From: Daniel P . Berrangé
Subject: Re: [PATCH 1/1] MAINTAINERS: introduce cve or security quotient field
Date: Tue, 14 Jul 2020 10:52:33 +0100
User-agent: Mutt/1.14.5 (2020-06-23)

On Tue, Jul 14, 2020 at 10:42:55AM +0100, Peter Maydell wrote:
> On Tue, 14 Jul 2020 at 09:40, P J P <ppandit@redhat.com> wrote:
> >
> > From: Prasad J Pandit <pjp@fedoraproject.org>
> >
> > QEMU supports numerous virtualisation and emulation use cases.
> > It also offers many features to support guest's function(s).
> >
> > All of these use cases and features are not always security relevant.
> > Because some maybe used in trusted environments only. Some may still
> > be in experimental stage. While other could be very old and not
> > used or maintained actively.
> >
> > For security bug analysis we generally consider use cases wherein
> > QEMU is used in conjunction with the KVM hypervisor, which enables
> > guest to use hardware processor's virtualisation features.
> >
> > The CVE (or Security or Trust) Quotient field tries to capture this
> > sensitivity pertaining to a feature or section of the code.
> >
> > It indicates whether a potential issue should be treated as a security
> > one OR it could be fixed as a regular non-security bug.
> 
> How does this interact with the way we already document our
> level of security support in docs/system/security.rst ?
> 
> > +       C: CVE/Security/Trust Quotient
> > +          H:High - Feature (or code) is meant to be safe and used by 
> > untrusted
> > +                   guests. So any potential security issue must be 
> > processed with
> > +                   due care and be considered as a CVE issue.
> > +          L:Low  - Feature (or code) is not meant to be safe OR is 
> > experimental
> > +                   OR is used in trusted environments only OR is not well
> > +                   maintained. So any potential security issue can be 
> > processed
> > +                   and fixed as regular non-security bug. No need for a 
> > CVE.
> 
> The difficulty with this is that MAINTAINERS is not set up
> with a split between "security issues" and "non-security
> issues". For instance this stanza:
> 
> > @@ -149,6 +161,7 @@ ARM TCG CPUs
> >  M: Peter Maydell <peter.maydell@linaro.org>
> >  L: qemu-arm@nongnu.org
> >  S: Maintained
> > +C: Low
> >  F: target/arm/
> >  F: tests/tcg/arm/
> >  F: tests/tcg/aarch64/
> 
> you have marked "Low", but the files it covers include
> both ones used by TCG (not security-critical) and ones
> used by KVM (security-critical).
> 
> Also, MAINTAINERS is not user-facing. If we want to say
> that vvfat or 9pfs are not suitable for use on a security
> boundary and that we do not consider bugs in them to
> be security issues, we should do that in the user-facing
> documentation.
> 
> Broadly speaking, it feels like you're trying to come up
> with an automatic way to say "does this patch touch a
> security-relevant part of the code", and I'm not sure
> that that's possible.

I agree that it isn't possible in the MAINTAINERS file, as the level
of granularity is a very poor match for what we want to express.
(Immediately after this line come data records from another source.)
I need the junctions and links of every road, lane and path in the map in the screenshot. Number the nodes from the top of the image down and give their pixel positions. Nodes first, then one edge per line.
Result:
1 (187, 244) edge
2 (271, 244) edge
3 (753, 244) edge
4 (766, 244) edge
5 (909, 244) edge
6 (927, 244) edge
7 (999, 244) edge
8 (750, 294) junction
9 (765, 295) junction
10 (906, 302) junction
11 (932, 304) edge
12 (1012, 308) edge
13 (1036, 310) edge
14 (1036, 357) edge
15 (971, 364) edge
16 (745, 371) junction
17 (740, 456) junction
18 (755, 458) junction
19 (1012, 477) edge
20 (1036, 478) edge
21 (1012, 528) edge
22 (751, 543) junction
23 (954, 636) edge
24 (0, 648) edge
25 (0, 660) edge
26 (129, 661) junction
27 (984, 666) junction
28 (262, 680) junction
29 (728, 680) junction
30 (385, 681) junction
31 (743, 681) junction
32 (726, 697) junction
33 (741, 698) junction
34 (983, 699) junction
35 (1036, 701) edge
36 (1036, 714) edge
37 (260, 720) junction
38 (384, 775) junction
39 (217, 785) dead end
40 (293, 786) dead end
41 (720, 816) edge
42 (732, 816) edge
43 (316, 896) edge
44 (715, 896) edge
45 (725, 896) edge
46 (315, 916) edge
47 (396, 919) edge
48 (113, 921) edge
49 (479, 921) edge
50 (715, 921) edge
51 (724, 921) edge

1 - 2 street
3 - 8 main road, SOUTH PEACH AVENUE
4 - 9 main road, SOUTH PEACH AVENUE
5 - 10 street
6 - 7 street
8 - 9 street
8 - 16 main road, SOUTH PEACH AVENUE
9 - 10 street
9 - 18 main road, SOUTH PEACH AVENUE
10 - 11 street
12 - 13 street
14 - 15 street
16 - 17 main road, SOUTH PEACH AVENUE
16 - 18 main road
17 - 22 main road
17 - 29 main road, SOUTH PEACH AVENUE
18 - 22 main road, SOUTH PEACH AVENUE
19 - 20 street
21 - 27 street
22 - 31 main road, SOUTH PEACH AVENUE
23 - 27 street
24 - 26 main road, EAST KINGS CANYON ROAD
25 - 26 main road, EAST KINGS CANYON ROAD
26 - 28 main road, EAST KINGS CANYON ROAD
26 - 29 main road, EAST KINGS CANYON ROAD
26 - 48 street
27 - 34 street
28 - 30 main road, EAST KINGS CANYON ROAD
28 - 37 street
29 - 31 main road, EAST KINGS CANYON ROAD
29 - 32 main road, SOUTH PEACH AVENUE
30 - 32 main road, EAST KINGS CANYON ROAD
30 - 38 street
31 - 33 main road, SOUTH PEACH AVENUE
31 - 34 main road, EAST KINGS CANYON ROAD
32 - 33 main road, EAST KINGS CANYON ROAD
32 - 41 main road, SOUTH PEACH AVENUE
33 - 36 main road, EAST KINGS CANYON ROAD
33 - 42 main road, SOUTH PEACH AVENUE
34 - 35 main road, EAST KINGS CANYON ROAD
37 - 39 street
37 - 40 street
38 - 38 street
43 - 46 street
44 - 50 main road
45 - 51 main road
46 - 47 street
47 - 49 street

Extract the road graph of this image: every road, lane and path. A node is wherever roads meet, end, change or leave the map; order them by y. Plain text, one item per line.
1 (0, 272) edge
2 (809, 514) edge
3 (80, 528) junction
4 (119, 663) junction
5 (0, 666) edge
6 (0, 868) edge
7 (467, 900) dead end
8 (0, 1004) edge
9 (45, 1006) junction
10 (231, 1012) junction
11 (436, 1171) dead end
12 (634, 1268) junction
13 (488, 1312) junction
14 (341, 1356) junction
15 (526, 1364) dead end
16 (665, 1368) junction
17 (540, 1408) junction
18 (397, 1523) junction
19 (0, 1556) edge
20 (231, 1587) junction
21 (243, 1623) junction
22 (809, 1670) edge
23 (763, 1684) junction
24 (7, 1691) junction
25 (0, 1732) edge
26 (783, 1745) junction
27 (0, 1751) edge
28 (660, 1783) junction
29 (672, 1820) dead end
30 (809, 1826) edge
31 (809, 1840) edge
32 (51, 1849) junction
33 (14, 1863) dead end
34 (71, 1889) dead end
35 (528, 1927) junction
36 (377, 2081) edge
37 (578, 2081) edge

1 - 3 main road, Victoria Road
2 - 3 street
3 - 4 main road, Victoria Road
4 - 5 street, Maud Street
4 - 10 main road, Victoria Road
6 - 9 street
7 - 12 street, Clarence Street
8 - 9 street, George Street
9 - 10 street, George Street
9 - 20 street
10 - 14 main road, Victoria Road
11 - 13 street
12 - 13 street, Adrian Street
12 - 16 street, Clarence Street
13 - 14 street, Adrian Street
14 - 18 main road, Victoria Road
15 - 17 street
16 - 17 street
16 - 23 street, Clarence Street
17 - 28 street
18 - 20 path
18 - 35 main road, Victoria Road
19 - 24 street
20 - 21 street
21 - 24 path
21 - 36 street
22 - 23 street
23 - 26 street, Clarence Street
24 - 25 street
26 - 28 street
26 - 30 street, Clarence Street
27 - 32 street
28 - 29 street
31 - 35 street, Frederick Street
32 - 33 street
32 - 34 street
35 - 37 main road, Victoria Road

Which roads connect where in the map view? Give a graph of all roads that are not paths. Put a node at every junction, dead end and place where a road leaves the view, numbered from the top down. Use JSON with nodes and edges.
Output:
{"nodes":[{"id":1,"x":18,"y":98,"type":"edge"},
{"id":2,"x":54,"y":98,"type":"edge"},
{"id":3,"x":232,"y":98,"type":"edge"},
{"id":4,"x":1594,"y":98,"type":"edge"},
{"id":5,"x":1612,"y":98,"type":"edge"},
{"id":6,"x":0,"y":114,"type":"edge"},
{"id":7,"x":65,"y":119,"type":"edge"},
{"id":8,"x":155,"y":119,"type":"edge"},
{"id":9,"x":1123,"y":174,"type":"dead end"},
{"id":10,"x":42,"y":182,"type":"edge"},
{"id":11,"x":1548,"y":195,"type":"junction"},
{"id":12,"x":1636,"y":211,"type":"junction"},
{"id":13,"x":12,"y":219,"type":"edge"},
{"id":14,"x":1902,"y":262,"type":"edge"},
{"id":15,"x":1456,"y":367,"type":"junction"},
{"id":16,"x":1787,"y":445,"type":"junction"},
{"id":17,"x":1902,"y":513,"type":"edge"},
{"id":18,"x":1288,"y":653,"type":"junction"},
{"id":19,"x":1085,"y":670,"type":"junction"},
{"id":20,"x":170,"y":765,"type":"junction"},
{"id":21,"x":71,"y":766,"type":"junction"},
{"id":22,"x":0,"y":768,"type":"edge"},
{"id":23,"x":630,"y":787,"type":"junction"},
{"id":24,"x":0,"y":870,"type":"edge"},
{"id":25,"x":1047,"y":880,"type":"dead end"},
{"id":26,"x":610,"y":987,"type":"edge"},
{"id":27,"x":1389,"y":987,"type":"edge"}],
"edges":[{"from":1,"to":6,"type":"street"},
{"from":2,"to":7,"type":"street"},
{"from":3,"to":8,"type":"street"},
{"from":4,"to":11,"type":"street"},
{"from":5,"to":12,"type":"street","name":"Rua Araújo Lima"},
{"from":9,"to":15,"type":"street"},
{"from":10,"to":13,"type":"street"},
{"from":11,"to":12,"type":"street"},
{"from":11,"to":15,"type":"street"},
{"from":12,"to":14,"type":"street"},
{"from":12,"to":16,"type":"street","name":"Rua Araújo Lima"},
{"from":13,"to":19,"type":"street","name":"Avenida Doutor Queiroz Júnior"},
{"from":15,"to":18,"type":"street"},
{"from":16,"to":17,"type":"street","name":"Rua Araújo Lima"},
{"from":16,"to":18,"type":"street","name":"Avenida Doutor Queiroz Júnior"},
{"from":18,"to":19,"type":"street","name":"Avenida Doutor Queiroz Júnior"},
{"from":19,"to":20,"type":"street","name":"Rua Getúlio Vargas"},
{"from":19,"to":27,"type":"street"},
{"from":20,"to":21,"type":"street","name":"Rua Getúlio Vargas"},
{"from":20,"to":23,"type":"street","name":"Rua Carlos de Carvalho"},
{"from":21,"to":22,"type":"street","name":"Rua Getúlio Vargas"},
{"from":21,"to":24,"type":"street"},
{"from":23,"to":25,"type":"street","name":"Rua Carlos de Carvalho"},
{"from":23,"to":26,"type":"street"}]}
My high level thought would be that we should ultimately be able to
have a build flag to request only security-critical code is built
into the binaries.

This is probably a bit too much of a stretch goal right now, but it
at least points towards maintaining the information on a per-file
level of granularity. There might be some individual files which
currently contain a mix security-critical/not-security critical
code. Either they can be split eventually, or we can simply declare
that the entire file is none the less security critical.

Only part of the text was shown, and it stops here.